Knowing and understanding the symptoms of GERD as we all begin to age, is very important for several key reasons; they can mimic a heart attack as well as breathing issues.
Although this condition is not directly related to aging, it can and often does affect people 50 years and older.
Once we move into our late 60’s and early 70’s, it can also turn into a more challenging condition if we do not control it.
The symptoms of GERD can easily be controlled if you catch it early, but it can sometimes be hard to properly identify.
It is also referred to as gastroesophageal reflux disease, and is a situation where our stomach acids, and in severe cases, the contents in our stomach, flows backwards.
When it flows backwards it enters our esophagus, also called our food pipe, and this backward action or backwash, irritates the lining of our esophagus.
While this will happen to all of us at some point during our lifetime, it is not a normal process.
When it starts to occur even once a week and begins to interfere with our daily lifestyle, it is time to have it checked and treated.
As we all start to age, our body is slowing down as well as changing, and our digestive process is no different.
It does have several backup systems built in by nature, but even those can be tested. Some of these changes affect this condition, but so do lifestyle changes.
Here are some of the things that are happening.
When we swallow our esophageal structure or sphincter, relaxes and allows both food as well as liquid to flow unobstructed to our stomach.
The sphincter is a round muscle band that wraps around the bottom portion of our esophagus.
Once it has relaxed and allows this process to happen, it closes and stays closed until called on again.

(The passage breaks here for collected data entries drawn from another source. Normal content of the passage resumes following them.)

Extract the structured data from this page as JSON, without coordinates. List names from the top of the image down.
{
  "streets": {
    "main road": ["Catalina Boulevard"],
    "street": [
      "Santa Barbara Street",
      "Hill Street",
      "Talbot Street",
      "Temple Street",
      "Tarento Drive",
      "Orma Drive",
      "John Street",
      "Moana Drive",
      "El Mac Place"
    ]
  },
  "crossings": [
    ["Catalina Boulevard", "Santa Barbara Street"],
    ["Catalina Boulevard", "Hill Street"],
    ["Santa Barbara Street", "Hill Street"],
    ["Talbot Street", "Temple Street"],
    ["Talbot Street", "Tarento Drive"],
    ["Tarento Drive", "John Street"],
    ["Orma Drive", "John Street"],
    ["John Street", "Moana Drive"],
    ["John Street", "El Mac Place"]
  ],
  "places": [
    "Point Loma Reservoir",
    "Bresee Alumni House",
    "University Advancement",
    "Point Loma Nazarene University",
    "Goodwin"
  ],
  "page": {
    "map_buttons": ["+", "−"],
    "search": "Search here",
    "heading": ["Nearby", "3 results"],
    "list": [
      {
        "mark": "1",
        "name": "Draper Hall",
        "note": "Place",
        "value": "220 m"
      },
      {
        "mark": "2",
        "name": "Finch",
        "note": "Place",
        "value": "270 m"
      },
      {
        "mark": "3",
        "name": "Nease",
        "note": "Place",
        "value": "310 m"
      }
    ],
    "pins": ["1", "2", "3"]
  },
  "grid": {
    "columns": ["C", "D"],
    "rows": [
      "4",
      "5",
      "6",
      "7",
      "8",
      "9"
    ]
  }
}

However, if this process becomes challenged or weakens by age or something else, the back-flow begins.
In addition to the changes that are occurring with the symptoms of GERD, there are also other conditions that can increase our chances of developing it.
They include the following.
Obesity is perhaps the single largest cause of GERD, and for this reason, as we all begin to age, we need to be very aware of our weight.

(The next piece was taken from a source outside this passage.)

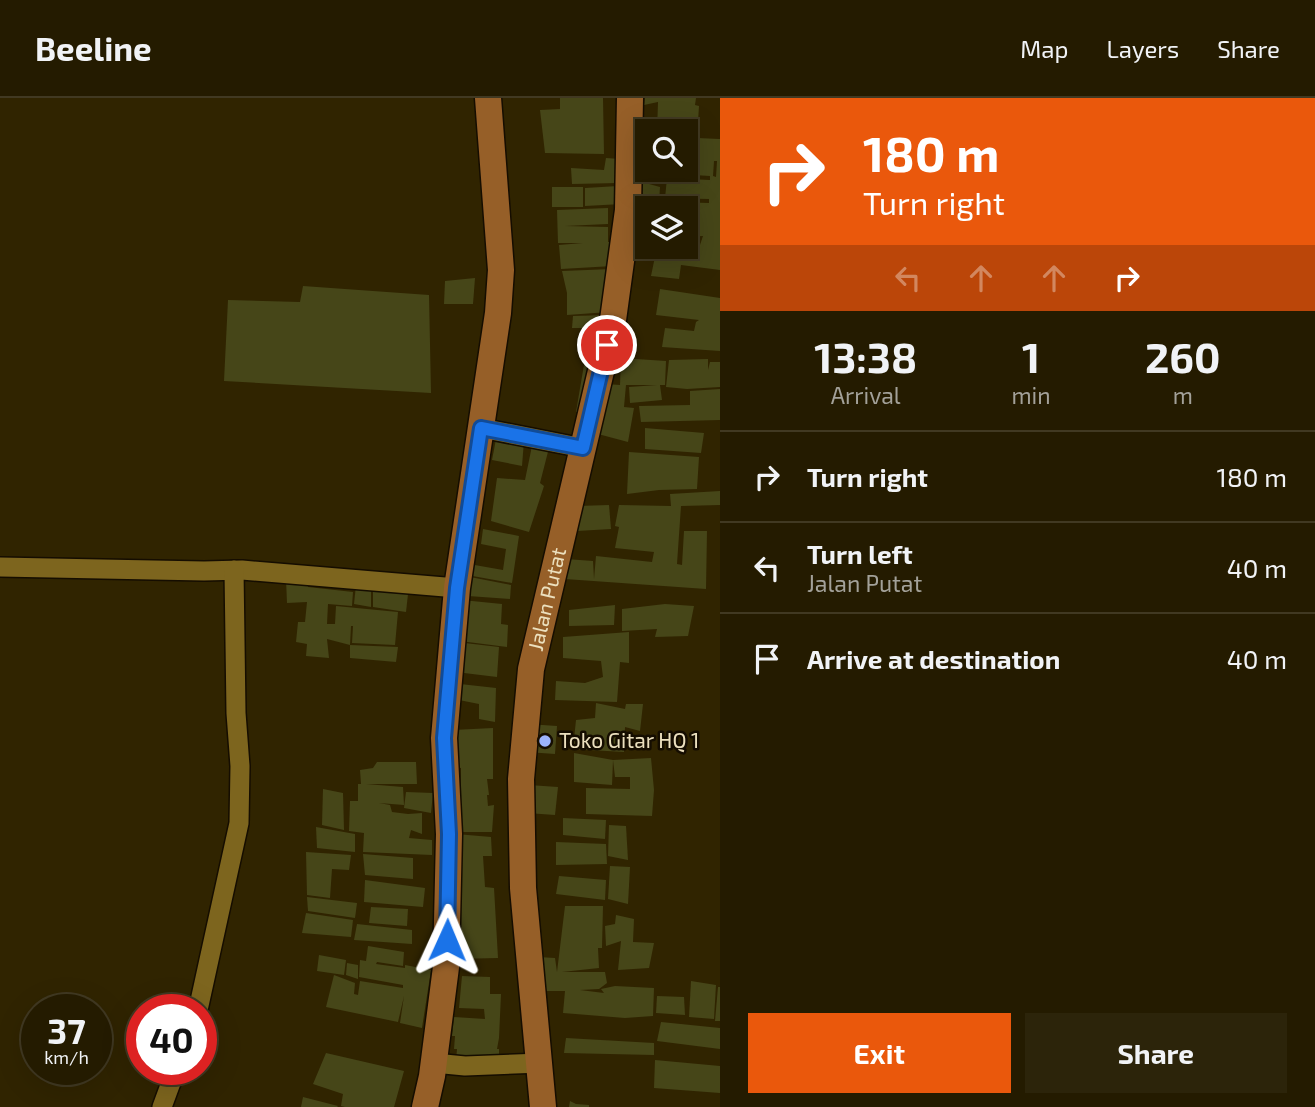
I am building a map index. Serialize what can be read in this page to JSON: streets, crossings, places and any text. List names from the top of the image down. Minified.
{"streets":{"street":["Jalan Putat"]},"places":["Toko Gitar HQ 1"],"page":{"header":"Beeline","nav":["Map","Layers","Share"],"turn":["180 m","Turn right"],"eta":["13:38","Arrival","1","min","260","m"],"list":[{"name":"Turn right","value":"180 m"},{"name":"Turn left","note":"Jalan Putat","value":"40 m"},{"name":"Arrive at destination","value":"40 m"}],"speed":"37 km/h","limit":"40","buttons":["Exit","Share"]}}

Being obese or even overweight not only affects our heart, blood pressure, and cholesterol levels, it can and often does trigger this condition
A hiatal hernia, which is a bulging condition affecting the top of our stomach is also one of the leading causes and it is affecting our diaphragm.
Dry mouth can also easily trigger it as our body is searching for fluids, as well as smoking.
Connective tissue conditions, such as Scleroderma, can also trigger it, but what is not well known, is that there are over 200 connective tissue conditions.
The symptoms of GERD can be very confusing at first, and it is for this reason that it is very helpful to understand and identify them as we get older.
Here is the first group.
The first of these symptoms, chest pains, can be very confusing as this is the last thing you would expect with a digestive issue.
However, it is one of the most common for one simple reason; your body is reacting to this backslash that is occurring.
Dyspepsia, which is much better known as indigestion, can be very mild, or in some cases, become quite severe.
In the vast majority of cases this will surface within minutes of eating.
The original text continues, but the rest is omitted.